Reason enough to think they belong together, I suppose. But inexplicably, he’s still catnip to Susan, the heiress he jilted, though only the genie in Arthur’s bottle could tell you why. (Originally played by Jill Eikenberry, Susan is now Cynthia Sikes, who seems to have been cloned from an 8x10 Anne Archer glossy.)

Back for the merest of moments is John Gielgud, this time as Arthur’s guardian angel, with lines that make you cringe for him. Stephen Elliott again plays Susan’s rich, fulminating father, and Arthur still has Geraldine Fitzgerald as his handsome billionaire grandmother.

Elliott has been directed so that his range begins somewhere over the top, and Fitzgerald has been sold down the river. She’s been willed one of those roles that should have been given a decent burial along with Ruth Gordon: the fey, sex-mad old party who talks dirty. (Indecently rich, her private aerobics workout consists of keeping a close watch as a muscled young instructor does his pelvic thrusts there on her Aubusson.)

The movie’s fun comes as the Bachs lose all their money and what jobs Arthur can find, go to live in a roach hotel and can’t have children.
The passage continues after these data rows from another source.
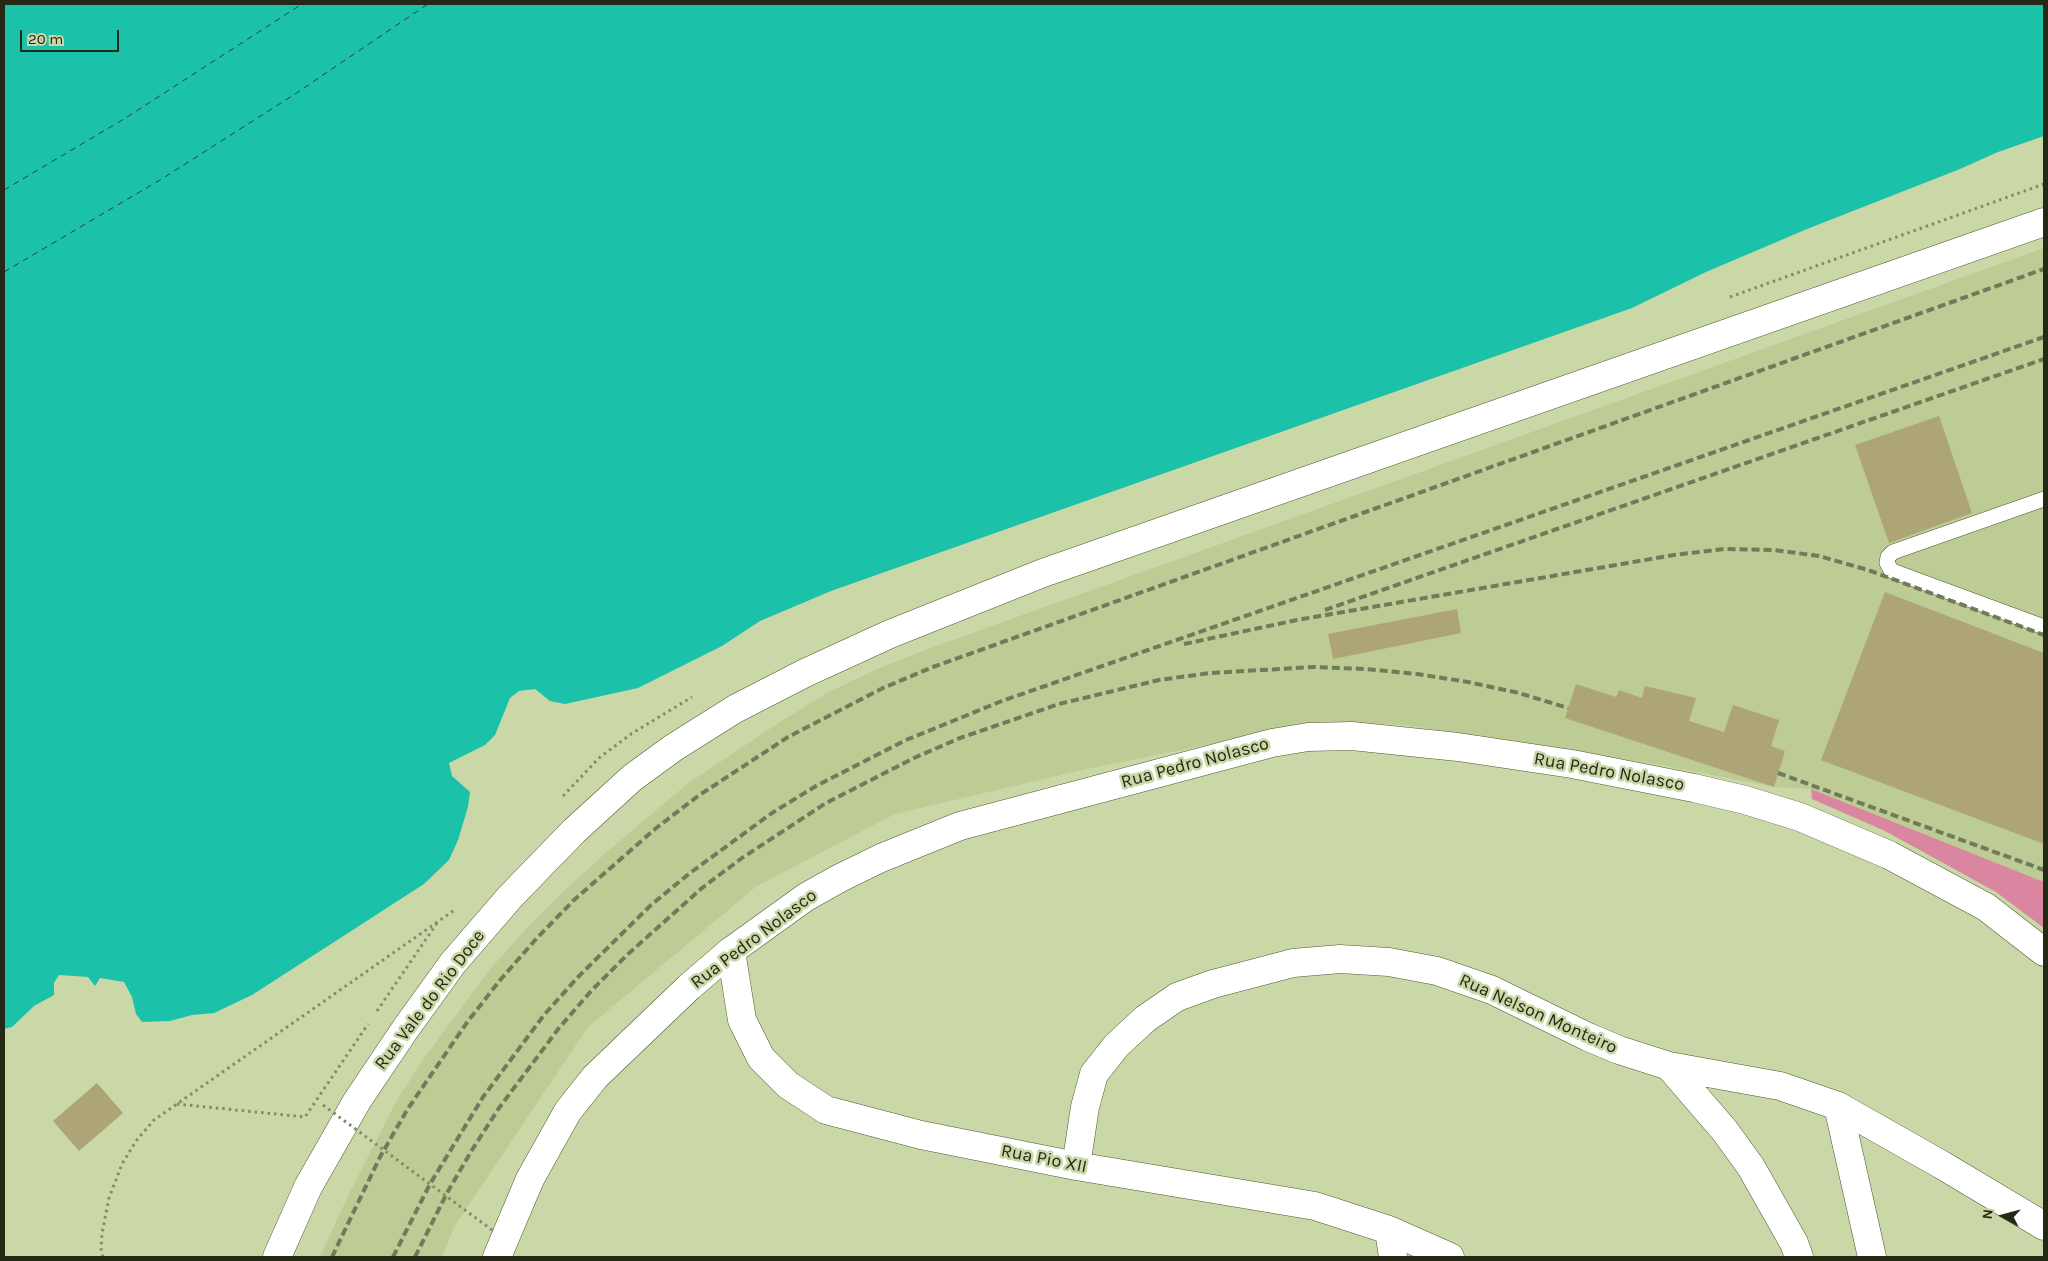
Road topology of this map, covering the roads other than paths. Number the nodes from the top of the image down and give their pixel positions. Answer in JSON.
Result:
{"nodes":[{"id":1,"x":2044,"y":222,"type":"edge"},
{"id":2,"x":2044,"y":499,"type":"edge"},
{"id":3,"x":2044,"y":628,"type":"edge"},
{"id":4,"x":731,"y":952,"type":"junction"},
{"id":5,"x":2044,"y":952,"type":"edge"},
{"id":6,"x":1669,"y":1066,"type":"junction"},
{"id":7,"x":1838,"y":1106,"type":"junction"},
{"id":8,"x":1076,"y":1166,"type":"junction"},
{"id":9,"x":2044,"y":1226,"type":"edge"},
{"id":10,"x":1389,"y":1230,"type":"junction"},
{"id":11,"x":277,"y":1257,"type":"edge"},
{"id":12,"x":497,"y":1257,"type":"edge"},
{"id":13,"x":1393,"y":1257,"type":"edge"},
{"id":14,"x":1450,"y":1257,"type":"edge"},
{"id":15,"x":1799,"y":1257,"type":"edge"},
{"id":16,"x":1872,"y":1257,"type":"edge"}],
"edges":[{"from":1,"to":11,"type":"street","name":"Rua Vale do Rio Doce"},
{"from":2,"to":3,"type":"lane"},
{"from":4,"to":5,"type":"street","name":"Rua Pedro Nolasco"},
{"from":4,"to":8,"type":"street","name":"Rua Pio XII"},
{"from":4,"to":12,"type":"street","name":"Rua Pedro Nolasco"},
{"from":6,"to":7,"type":"street","name":"Rua Nelson Monteiro"},
{"from":6,"to":8,"type":"street","name":"Rua Nelson Monteiro"},
{"from":6,"to":15,"type":"street"},
{"from":7,"to":9,"type":"street","name":"Rua Nelson Monteiro"},
{"from":7,"to":16,"type":"street"},
{"from":8,"to":10,"type":"street","name":"Rua Pio XII"},
{"from":10,"to":13,"type":"street"},
{"from":10,"to":14,"type":"street","name":"Rua Pio XII"}]}
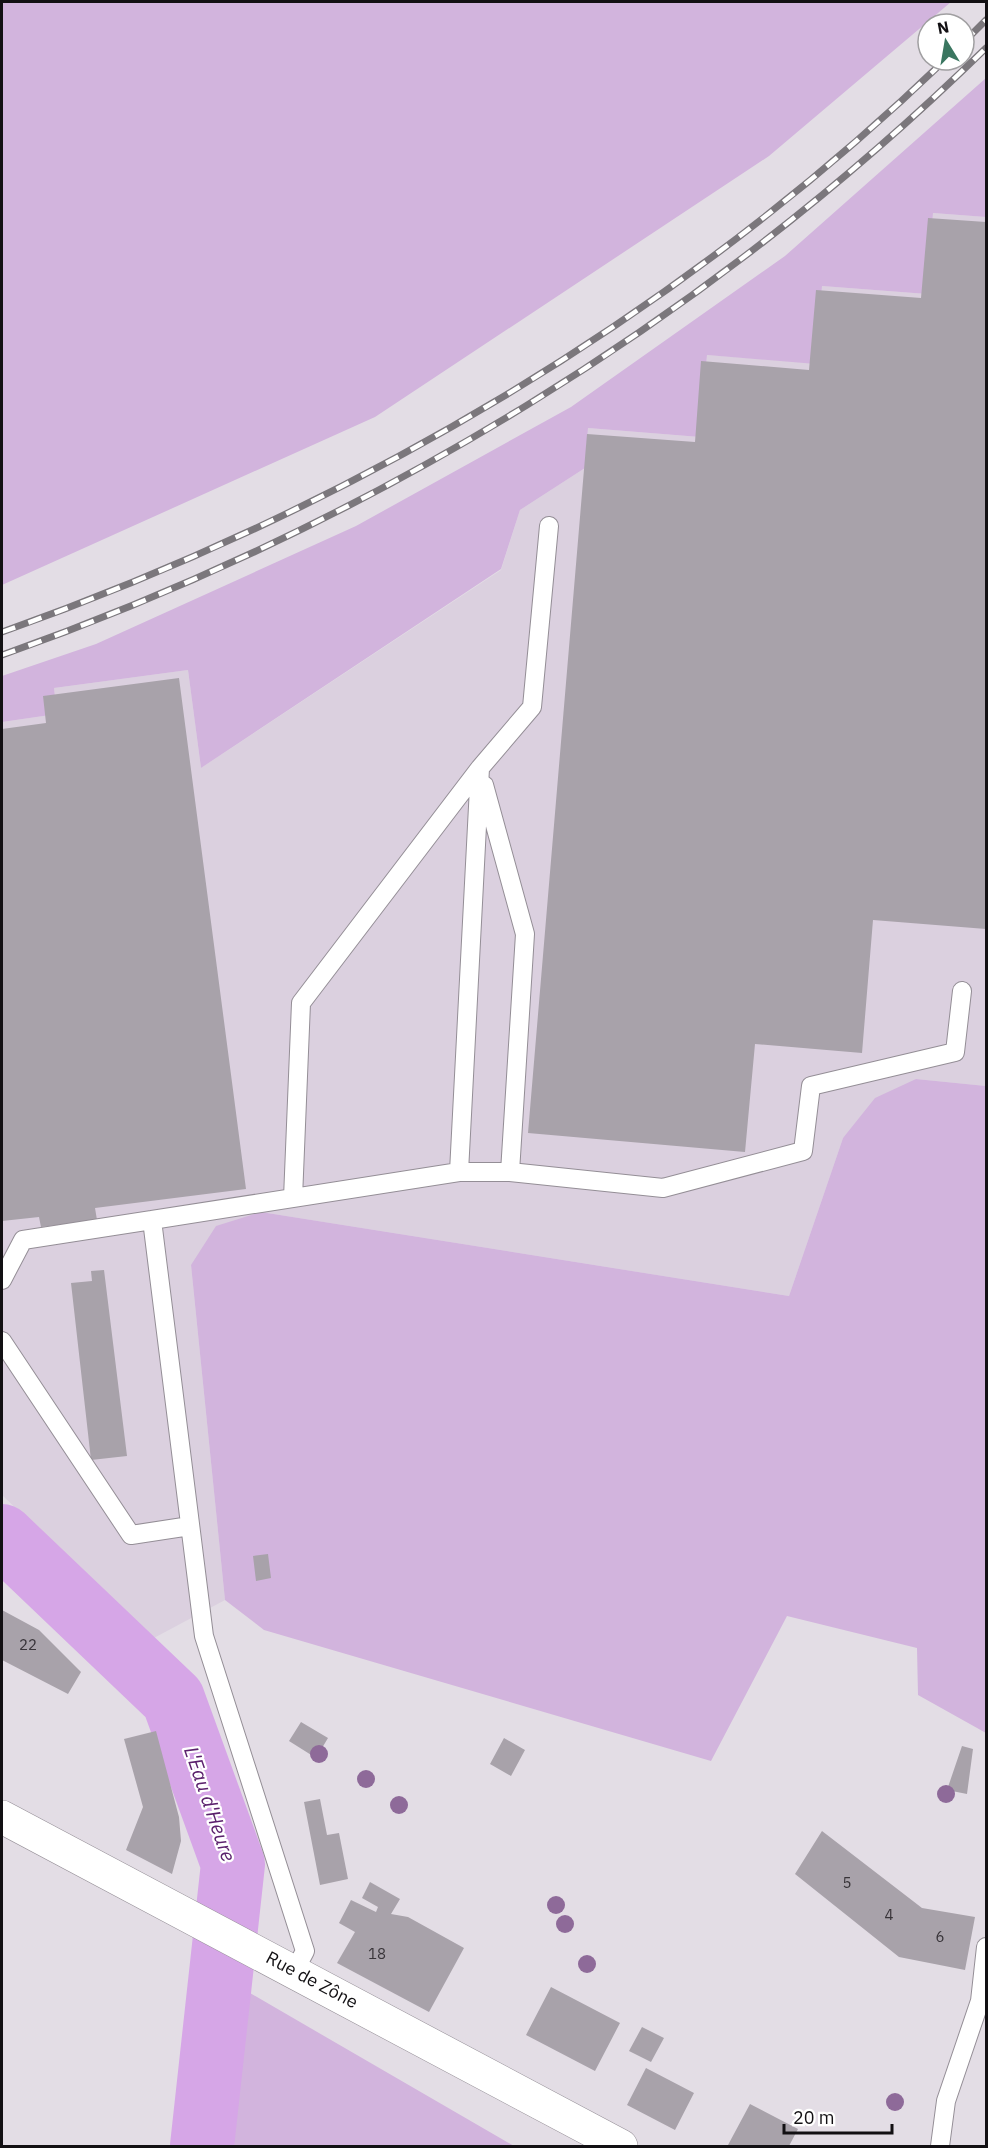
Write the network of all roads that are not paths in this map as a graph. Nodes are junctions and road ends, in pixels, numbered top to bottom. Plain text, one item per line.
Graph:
1 (549, 526) dead end
2 (480, 768) junction
3 (962, 991) dead end
4 (459, 1172) junction
5 (510, 1172) junction
6 (293, 1198) junction
7 (152, 1220) junction
8 (2, 1280) edge
9 (2, 1341) edge
10 (190, 1526) junction
11 (2, 1816) edge
12 (987, 1947) edge
13 (295, 1970) junction
14 (621, 2146) edge
15 (940, 2146) edge

1 - 2 lane
2 - 4 lane
2 - 5 lane
2 - 6 lane
3 - 5 lane
4 - 5 lane
4 - 6 lane
6 - 7 lane
7 - 8 lane
7 - 10 lane
9 - 10 lane
10 - 13 lane
11 - 13 street, Rue de Zône
12 - 15 lane
13 - 14 street, Rue de Zône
At this point, Susan comes to gloat over her rival: “ I’m as fertile as the Napa Valley.” Breckman and Yorkin seem to find nothing distasteful about this line, since by the film’s close, Susan is supposedly rehabilitated in our eyes as a swell kid.

The Bachs’ silver lining is Kathy Bates (superb on stage as “ ‘night, Mother’s” young suicide) as head of an adoption agency who assures them that, job or no job, alcoholic or not, to adopt, “All you need is two mature people.” As a judge of character, she should lose her license tomorrow.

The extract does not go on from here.